There were 349 households, of which 39.5% had children under the age of 18 living with them, 46.1% were married couples living together, 12.6% had a female householder with no husband present, 6.9% had a male householder with no wife present, and 34.4% were non-families. 29.8% of all households were made up of individuals, and 13.5% had someone living alone who was 65 years of age or older. The average household size was 2.66 and the average family size was 3.29.

The median age in the village was 34.3 years. 29.7% of residents were under the age of 18; 8.4% were between the ages of 18 and 24; 25.3% were from 25 to 44; 22.5% were from 45 to 64; and 14.2% were 65 years of age or older. The gender makeup of the village was 50.5% male and 49.5% female.

===2000 census===
As of the census of 2000, there were 1,045 people, 366 households, and 281 families living in the village. The population density was 1,720.3 PD/sqmi. There were 390 housing units at an average density of 642.0 /sqmi.

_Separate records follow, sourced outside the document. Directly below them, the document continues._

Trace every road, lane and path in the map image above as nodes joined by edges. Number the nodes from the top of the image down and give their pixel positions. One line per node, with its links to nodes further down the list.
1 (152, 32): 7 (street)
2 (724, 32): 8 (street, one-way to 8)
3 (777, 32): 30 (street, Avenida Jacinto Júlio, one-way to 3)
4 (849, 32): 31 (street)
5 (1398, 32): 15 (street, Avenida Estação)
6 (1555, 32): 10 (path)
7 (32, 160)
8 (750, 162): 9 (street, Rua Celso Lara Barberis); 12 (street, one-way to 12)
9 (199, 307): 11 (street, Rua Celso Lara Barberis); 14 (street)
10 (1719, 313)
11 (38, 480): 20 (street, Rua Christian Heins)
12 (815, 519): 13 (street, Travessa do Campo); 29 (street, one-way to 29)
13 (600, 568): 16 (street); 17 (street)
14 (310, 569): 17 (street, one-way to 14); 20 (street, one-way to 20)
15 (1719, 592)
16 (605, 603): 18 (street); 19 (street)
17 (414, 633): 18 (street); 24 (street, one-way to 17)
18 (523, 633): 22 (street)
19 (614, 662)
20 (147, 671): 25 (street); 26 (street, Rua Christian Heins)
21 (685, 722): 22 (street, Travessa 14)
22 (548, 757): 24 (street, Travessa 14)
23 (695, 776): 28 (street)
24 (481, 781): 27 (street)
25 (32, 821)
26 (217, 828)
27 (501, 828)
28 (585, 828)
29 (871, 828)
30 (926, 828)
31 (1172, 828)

The racial makeup of the village was 97.51% White, 0.38% African American, 0.29% Native American, 1.15% from other races, and 0.67% from two or more races. Hispanic or Latino of any race were 3.06% of the population.

There were 366 households, out of which 42.1% had children under the age of 18 living with them, 59.6% were married couples living together, 12.8% had a female householder with no husband present, and 23.2% were non-families. 21.0% of all households were made up of individuals, and 11.5% had someone living alone who was 65 years of age or older. The average household size was 2.78 and the average family size was 3.18.

In the village, the population was spread out, with 31.1% under the age of 18, 9.2% from 18 to 24, 26.3% from 25 to 44, 19.0% from 45 to 64, and 14.4% who were 65 years of age or older. The median age was 32 years. For every 100 females there were 89.0 males. For every 100 females age 18 and over, there were 84.1 males.

The median income for a household in the village was $36,250, and the median income for a family was $39,519. Males had a median income of $30,223 versus $21,902 for females. The per capita income for the village was $13,396. About 5.0% of families and 5.8% of the population were below the poverty line, including 5.5% of those under age 18 and 6.6% of those age 65 or over.